Covid-19 : « Difficilement l’huile rouge sort de N’Zerekoré » se lamente un commerçant

0
569

N’Zérékoré, Guinée : En N’zerekore, capitale de la région forestière, depuis l’apparition de cette pandémie, les activités économiques sont au ralenti et des voix s’élèvent.

Cette situation de paralysie n’épargne personne. M.Keita, un magasinier au marché d’huile de la scierie N’zerekore semble s’en lasser.

« On est vraiment fatigué de cette pandémie car rien ne marche dans le secteur du commerce, ce qui nous aide est que l’huile ne pourri pas mais les prix ont complètement baissé ici et ailleurs, lieu de production et la tendance est à la hausse ailleurs. Alors c’est nous qui perdons car difficilement l’huile sort de N’zerekore puisque le transport est bloqué » se lamente-t-il.

Ce commerçant souhaite la fin de cette sale maladie de la covid19 qui a rendu ses affaires difficile.

« Je demande au gouvernement ne pas politiser cette pandémie, il doit dire la vérité et surtout prendre des médecins compétents capables d’aider à endiguer cette pandémie dans notre pays » propose Keita.

Notre interlocuteur conseille à éviter de faire du business comme avec l’épidémie Ebola.

Au marché de piment, les femmes vendeuses se plaignent beaucoup. Leurs marchandises pourrissent avec les restrictions sur le transport et surtout les fermetures de frontières avec les pays voisins.

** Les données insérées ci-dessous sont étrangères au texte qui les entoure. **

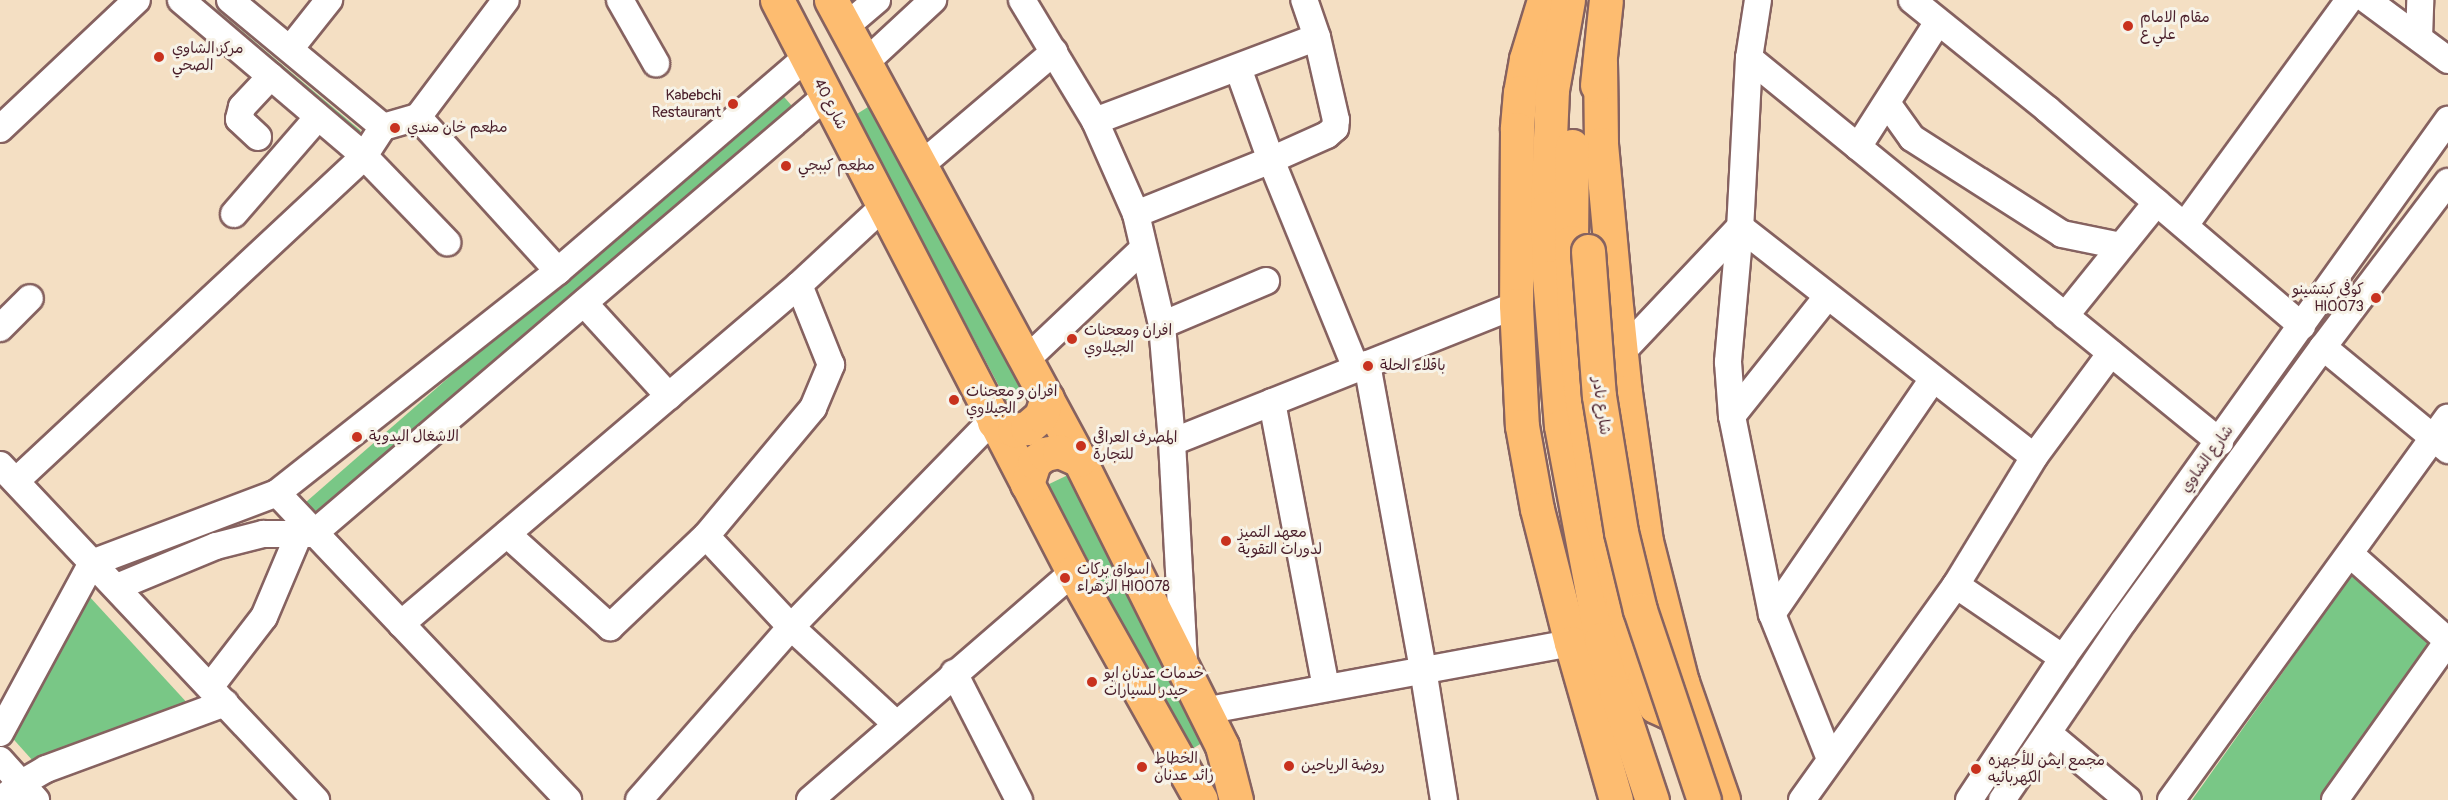 <!DOCTYPE html>
<html>
<head>
<meta charset="utf-8">
<style>
  body { margin:0 }
  #map { position:relative; width:2448px; height:800px; overflow:hidden; background:#f4dfc3; font-family:Pangolin,"Playpen Sans Arabic",sans-serif }
  div>[style] { position:absolute }
  [style*='--x'] { left:calc(var(--x)*1px); top:calc(var(--y)*1px); width:calc(var(--w)*1px); rotate:calc(var(--a)*1deg) }
  .green>* { inset:0; background:#79c786 }
  .roads { filter:drop-shadow(2px 0 #866260) drop-shadow(-2px 0 #866260) drop-shadow(0 2px #866260) drop-shadow(0 -2px #866260) }
  .minor>* { height:26px; margin:-13px; padding:0 13px; transform-origin:13px; border-radius:13px; background:#fff }
  .major>* { height:33px; margin:-16.5px; padding:0 16.5px; transform-origin:16.5px; border-radius:16.5px; background:#fdbc70 }
  .bridges { filter:drop-shadow(2px 0 #866260) drop-shadow(-2px 0 #866260) drop-shadow(0 2px #866260) drop-shadow(0 -2px #866260) }
  .major-bridge>* { height:33px; margin:-16.5px; padding:0 16.5px; transform-origin:16.5px; border-radius:16.5px; background:#fdbc70 }
  .dots>* { width:16px; height:16px; translate:-50% -50%; box-sizing:border-box; border:3px solid #f7f3e8; border-radius:50% }
  span { translate:-50% -50%; white-space:nowrap; text-align:center; line-height:1.15; -webkit-text-stroke:6px #f7f3e8; paint-order:stroke }
  .poi-label { font-size:15px; color:#4a1f2b }
  .left { translate:0 -50%; text-align:left }
  .right { translate:-100% -50%; text-align:right }
  .street-label { font-size:15px; color:#4a1f2b }
</style>
</head>
<body>
<div id="map">
  <div class="green">
    <i style="clip-path:polygon(180px 0,205px 0,361px 131px,350px 142px)"></i>
    <i style="clip-path:polygon(778px 90px,792px 106px,314px 524px,298px 509px)"></i>
    <i style="clip-path:polygon(876px 102px,1028px 397px,1010px 407px,874px 150px,852px 117px)"></i>
    <i style="clip-path:polygon(1068px 475px,1202px 743px,1192px 749px,1047px 485px)"></i>
    <i style="clip-path:polygon(2352px 575px,2434px 644px,2321px 800px,2192px 800px)"></i>
    <i style="clip-path:polygon(88px 595px,190px 706px,33px 761px,7px 732px)"></i>
  </div>
  <div class="roads">
    <div class="minor">
      <i style="--x:181;--y:0;--w:240;--a:40.4"></i>
      <i style="--x:364;--y:156;--w:120;--a:46"></i>
      <i style="--x:230;--y:0;--w:199;--a:39.7"></i>
      <i style="--x:620;--y:0;--w:73;--a:60.3"></i>
      <i style="--x:1022;--y:0;--w:141;--a:58.9"></i>
      <i style="--x:1095;--y:121;--w:102;--a:66.2"></i>
      <i style="--x:1136;--y:214;--w:114;--a:76.8"></i>
      <i style="--x:1162;--y:325;--w:117;--a:85.1"></i>
      <i style="--x:1172;--y:442;--w:221;--a:86.9"></i>
      <i style="--x:1758;--y:0;--w:59;--a:98.8"></i>
      <i style="--x:1749;--y:58;--w:169;--a:93"></i>
      <i style="--x:1740;--y:227;--w:136;--a:95.1"></i>
      <i style="--x:1728;--y:362;--w:54;--a:85.8"></i>
      <i style="--x:1732;--y:416;--w:202;--a:78.6"></i>
      <i style="--x:1772;--y:614;--w:156;--a:68.2"></i>
      <i style="--x:1912;--y:0;--w:174;--a:38.9"></i>
      <i style="--x:2047;--y:109;--w:335;--a:40.4"></i>
      <i style="--x:2367;--y:0;--w:101;--a:36.5"></i>
      <i style="--x:845;--y:27;--w:42;--a:-40.2"></i>
      <i style="--x:2419;--y:38;--w:38;--a:-88"></i>
      <i style="--x:290;--y:49;--w:63;--a:-51.5"></i>
      <i style="--x:1749;--y:58;--w:608;--a:39.19"></i>
      <i style="--x:865;--y:63;--w:93;--a:-42.8"></i>
      <i style="--x:1238;--y:68;--w:98;--a:70.3"></i>
      <i style="--x:1271;--y:160;--w:225;--a:67.8"></i>
      <i style="--x:1887;--y:103;--w:43;--a:54.5"></i>
      <i style="--x:1912;--y:138;--w:178;--a:32.6"></i>
      <i style="--x:2062;--y:234;--w:60;--a:11.5"></i>
      <i style="--x:418;--y:117;--w:208;--a:47.7"></i>
      <i style="--x:1095;--y:121;--w:237;--a:-20.7"></i>
      <i style="--x:0;--y:129;--w:188;--a:-43.3"></i>
      <i style="--x:258;--y:137;--w:26;--a:-137"></i>
      <i style="--x:239;--y:119;--w:12;--a:-76"></i>
      <i style="--x:242;--y:107;--w:42;--a:-46.9"></i>
      <i style="--x:1858;--y:147;--w:148;--a:-57.4"></i>
      <i style="--x:921;--y:165;--w:175;--a:-40.4"></i>
      <i style="--x:234;--y:214;--w:128;--a:-49.1"></i>
      <i style="--x:1136;--y:214;--w:145;--a:-21.8"></i>
      <i style="--x:1271;--y:160;--w:61;--a:-24.1"></i>
      <i style="--x:1327;--y:135;--w:11;--a:-41"></i>
      <i style="--x:1335;--y:128;--w:8;--a:-83"></i>
      <i style="--x:1336;--y:120;--w:85;--a:-102.9"></i>
      <i style="--x:1317;--y:37;--w:39;--a:-109"></i>
      <i style="--x:2185;--y:225;--w:278;--a:-53.9"></i>
      <i style="--x:584;--y:303;--w:126;--a:47.6"></i>
      <i style="--x:2065;--y:316;--w:146;--a:-51.1"></i>
      <i style="--x:1162;--y:325;--w:113;--a:-22.9"></i>
      <i style="--x:0;--y:328;--w:42;--a:-45"></i>
      <i style="--x:2323;--y:347;--w:162;--a:39.5"></i>
      <i style="--x:1621;--y:353;--w:173;--a:-46.6"></i>
      <i style="--x:1740;--y:227;--w:373;--a:38"></i>
      <i style="--x:1026;--y:360;--w:161;--a:-43.5"></i>
      <i style="--x:1367;--y:364;--w:310;--a:79.6"></i>
      <i style="--x:1423;--y:669;--w:133;--a:80.9"></i>
      <i style="--x:1272;--y:402;--w:290;--a:79.3"></i>
      <i style="--x:1732;--y:416;--w:152;--a:-51.4"></i>
      <i style="--x:1172;--y:442;--w:370;--a:-21.7"></i>
      <i style="--x:0;--y:465;--w:461;--a:46.7"></i>
      <i style="--x:16;--y:481;--w:476;--a:-43"></i>
      <i style="--x:364;--y:156;--w:35;--a:-57"></i>
      <i style="--x:383;--y:127;--w:36;--a:-16"></i>
      <i style="--x:418;--y:117;--w:146;--a:-53.1"></i>
      <i style="--x:277;--y:493;--w:423;--a:46.5"></i>
      <i style="--x:507;--y:534;--w:139;--a:42.1"></i>
      <i style="--x:610;--y:627;--w:132;--a:-43.5"></i>
      <i style="--x:706;--y:536;--w:167;--a:-50.1"></i>
      <i style="--x:813;--y:408;--w:47;--a:-67.3"></i>
      <i style="--x:831;--y:365;--w:86;--a:-111.8"></i>
      <i style="--x:706;--y:536;--w:125;--a:47"></i>
      <i style="--x:791;--y:627;--w:143;--a:42.7"></i>
      <i style="--x:1956;--y:585;--w:130;--a:34.3"></i>
      <i style="--x:117;--y:587;--w:107;--a:-22.5"></i>
      <i style="--x:216;--y:546;--w:49;--a:-14.3"></i>
      <i style="--x:263;--y:534;--w:50;--a:0"></i>
      <i style="--x:313;--y:534;--w:675;--a:-40.49"></i>
      <i style="--x:1772;--y:614;--w:285;--a:-55.6"></i>
      <i style="--x:401;--y:624;--w:523;--a:-40.42"></i>
      <i style="--x:799;--y:285;--w:113;--a:-42.9"></i>
      <i style="--x:954;--y:673;--w:143;--a:62.9"></i>
      <i style="--x:210;--y:687;--w:88;--a:-52.4"></i>
      <i style="--x:264;--y:617;--w:90;--a:-67.1"></i>
      <i style="--x:1204;--y:711;--w:373;--a:-10.5"></i>
      <i style="--x:0;--y:733;--w:193;--a:-61.6"></i>
      <i style="--x:92;--y:563;--w:198;--a:-20.7"></i>
      <i style="--x:277;--y:493;--w:358;--a:-38.3"></i>
      <i style="--x:558;--y:271;--w:327;--a:-40.7"></i>
      <i style="--x:2048;--y:733;--w:104;--a:39.9"></i>
      <i style="--x:0;--y:760;--w:54;--a:48"></i>
      <i style="--x:1;--y:800;--w:25;--a:-40"></i>
      <i style="--x:20;--y:784;--w:30;--a:-30"></i>
      <i style="--x:46;--y:769;--w:191;--a:-20.2"></i>
      <i style="--x:639;--y:800;--w:230;--a:-48.7"></i>
      <i style="--x:791;--y:627;--w:290;--a:-45.8"></i>
      <i style="--x:810;--y:800;--w:348;--a:-40.9"></i>
      <i style="--x:1802;--y:800;--w:264;--a:-54.4"></i>
      <i style="--x:1956;--y:585;--w:150;--a:-58.6"></i>
      <i style="--x:2034;--y:457;--w:129;--a:-53.5"></i>
      <i style="--x:1969;--y:800;--w:170;--a:-56.5"></i>
      <i style="--x:2063;--y:658;--w:662;--a:-54.41"></i>
      <i style="--x:2002;--y:800;--w:215;--a:-55.8"></i>
      <i style="--x:2123;--y:622;--w:340;--a:-54"></i>
      <i style="--x:2323;--y:347;--w:207;--a:-52.9"></i>
      <i style="--x:2171;--y:800;--w:472;--a:-54.1"></i>
      <i style="--x:2335;--y:800;--w:195;--a:-54.6"></i>
      <i style="--x:2448;--y:641;--w:131;--a:-138.4"></i>
    </div>
    <div class="major">
      <i style="--x:777;--y:0;--w:644;--a:62.64"></i>
      <i style="--x:1073;--y:572;--w:261;--a:60.7"></i>
      <i style="--x:831;--y:0;--w:513;--a:61.59"></i>
      <i style="--x:1075;--y:451;--w:330;--a:63.5"></i>
      <i style="--x:1222;--y:746;--w:56;--a:75.5"></i>
      <i style="--x:1544;--y:0;--w:62;--a:107"></i>
      <i style="--x:1526;--y:59;--w:34;--a:100"></i>
      <i style="--x:1520;--y:92;--w:37;--a:95"></i>
      <i style="--x:1517;--y:129;--w:176;--a:90.3"></i>
      <i style="--x:1516;--y:305;--w:121;--a:87.2"></i>
      <i style="--x:1522;--y:426;--w:84;--a:79.8"></i>
      <i style="--x:1537;--y:509;--w:138;--a:75.8"></i>
      <i style="--x:1571;--y:643;--w:163;--a:74"></i>
      <i style="--x:1568;--y:0;--w:91;--a:100.1"></i>
      <i style="--x:1552;--y:90;--w:118;--a:92.4"></i>
      <i style="--x:1547;--y:208;--w:69;--a:88.3"></i>
      <i style="--x:1549;--y:277;--w:149;--a:85.4"></i>
      <i style="--x:1561;--y:426;--w:217;--a:79.4"></i>
      <i style="--x:1601;--y:639;--w:55;--a:74.2"></i>
      <i style="--x:1616;--y:692;--w:114;--a:71.6"></i>
      <i style="--x:1600;--y:62;--w:82;--a:89.3"></i>
      <i style="--x:1601;--y:144;--w:153;--a:84.7"></i>
      <i style="--x:1615;--y:296;--w:97;--a:84.1"></i>
      <i style="--x:1625;--y:392;--w:150;--a:82"></i>
      <i style="--x:1646;--y:541;--w:146;--a:75.7"></i>
      <i style="--x:1682;--y:682;--w:125;--a:70.8"></i>
      <i style="--x:1597;--y:85;--w:85;--a:-84"></i>
      <i style="--x:1572;--y:146;--w:96;--a:90.6"></i>
      <i style="--x:1571;--y:242;--w:84;--a:87.3"></i>
      <i style="--x:1575;--y:326;--w:62;--a:85.4"></i>
      <i style="--x:1580;--y:388;--w:108;--a:81.5"></i>
      <i style="--x:1596;--y:495;--w:111;--a:76.5"></i>
      <i style="--x:1622;--y:603;--w:80;--a:74.1"></i>
      <i style="--x:1644;--y:680;--w:28;--a:67"></i>
      <i style="--x:1655;--y:706;--w:14;--a:25"></i>
      <i style="--x:1668;--y:712;--w:15;--a:-23"></i>
      <i style="--x:1682;--y:706;--w:24;--a:-90"></i>
      <i style="--x:994;--y:422;--w:22;--a:22"></i>
      <i style="--x:1014;--y:430;--w:13;--a:-9"></i>
      <i style="--x:1027;--y:428;--w:18;--a:-41"></i>
      <i style="--x:1041;--y:416;--w:19;--a:-72"></i>
      <i style="--x:1027;--y:484;--w:23;--a:-72"></i>
      <i style="--x:1034;--y:462;--w:14;--a:-36"></i>
      <i style="--x:1045;--y:454;--w:14;--a:-12"></i>
      <i style="--x:1059;--y:451;--w:22;--a:24"></i>
    </div>
  </div>
  <div class="bridges">
    <div class="major-bridge">
      <i style="--x:1588;--y:251;--w:145;--a:85.7"></i>
      <i style="--x:1599;--y:396;--w:138;--a:80.8"></i>
      <i style="--x:1621;--y:532;--w:80;--a:76.3"></i>
      <i style="--x:1640;--y:610;--w:200;--a:71.4"></i>
    </div>
  </div>
  <div class="dots">
    <i style="left:2128px;top:26px;background:#c8321e"></i>
    <i style="left:159px;top:57px;background:#c8321e"></i>
    <i style="left:733px;top:104px;background:#c8321e"></i>
    <i style="left:395px;top:128px;background:#c8321e"></i>
    <i style="left:786px;top:166px;background:#c8321e"></i>
    <i style="left:2376px;top:298px;background:#c8321e"></i>
    <i style="left:1072px;top:339px;background:#c8321e"></i>
    <i style="left:1368px;top:366px;background:#c8321e"></i>
    <i style="left:954px;top:400px;background:#c8321e"></i>
    <i style="left:357px;top:437px;background:#c8321e"></i>
    <i style="left:1081px;top:446px;background:#c8321e"></i>
    <i style="left:1226px;top:541px;background:#c8321e"></i>
    <i style="left:1065px;top:578px;background:#c8321e"></i>
    <i style="left:1092px;top:682px;background:#c8321e"></i>
    <i style="left:1289px;top:766px;background:#c8321e"></i>
    <i style="left:1142px;top:767px;background:#c8321e"></i>
    <i style="left:1976px;top:769px;background:#c8321e"></i>
  </div>
  <div class="poi-label">
    <span class="left" style="left:2140px;top:26px">مقام الامام<br>علي ع</span>
    <span class="left" style="left:172px;top:57px">مركز الشاوي<br>الصحي</span>
    <span class="right" style="left:721px;top:104px">Kabebchi<br>Restaurant</span>
    <span class="left" style="left:407px;top:128px">مطعم خان مندي</span>
    <span class="left" style="left:798px;top:166px">مطعم كببجي</span>
    <span class="right" style="left:2364px;top:298px">كوفي كبتشينو<br>Hl0073</span>
    <span class="left" style="left:1084px;top:339px">افران ومعجنات<br>الجيلاوي</span>
    <span class="left" style="left:1380px;top:366px">باقلاء الحلة</span>
    <span class="left" style="left:966px;top:400px">افران و معجنات<br>الجيلاوي</span>
    <span class="left" style="left:369px;top:437px">الاشغال اليدوية</span>
    <span class="left" style="left:1093px;top:446px">المصرف العراقي<br>للتجارة</span>
    <span class="left" style="left:1238px;top:541px">معهد التميز<br>لدورات التقوية</span>
    <span class="left" style="left:1077px;top:578px">اسواق بركات<br>الزهراء Hl0078</span>
    <span class="left" style="left:1104px;top:682px">خدمات عدنان ابو<br>حيدر للسيارات</span>
    <span class="left" style="left:1154px;top:767px">الخطاط<br>رائد عدنان</span>
    <span class="left" style="left:1988px;top:769px">مجمع ايمن للأجهزه<br>الكهربائيه</span>
    <span class="left" style="left:1301px;top:766px">روضة الرياحين</span>
  </div>
  <div class="street-label">
    <span style="left:830px;top:104px;rotate:63deg">شارع 40</span>
    <span style="left:1601px;top:406px;rotate:82deg">شارع نادر</span>
    <span style="left:2207px;top:459px;rotate:-54deg">شارع الشاوي</span>
  </div>
</div>
</body>
</html>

« Je veux qu’on me dise demain que le coronavirus est parti car nous sommes fatiguées, il n’ y a pas d’argent, rien ne bouge. Les marchandises s’abiment dans nos magasins, on n’a pas d’acheteurs. Ce sont les clients du Liberia et de la Côte d’ivoire qui font bouger N’zerekore. Mais avec la fermeture des frontières, nous comprenons la peur des clients » raconte Dame Seny Kolie,vendeuse de piment au grand marché.

La Guinée est à 2.558 cas confirmés de cette maladie en Guinée. En plus des restrictions de voyage, la covid-19 affecte les relations humaines.

 Abé Henry Pamphil Haba, Diocésain de la jeunesse, est sidéré par toutes ces conséquences sociales sur ses fidèles qui ne peuvent même pas serrer.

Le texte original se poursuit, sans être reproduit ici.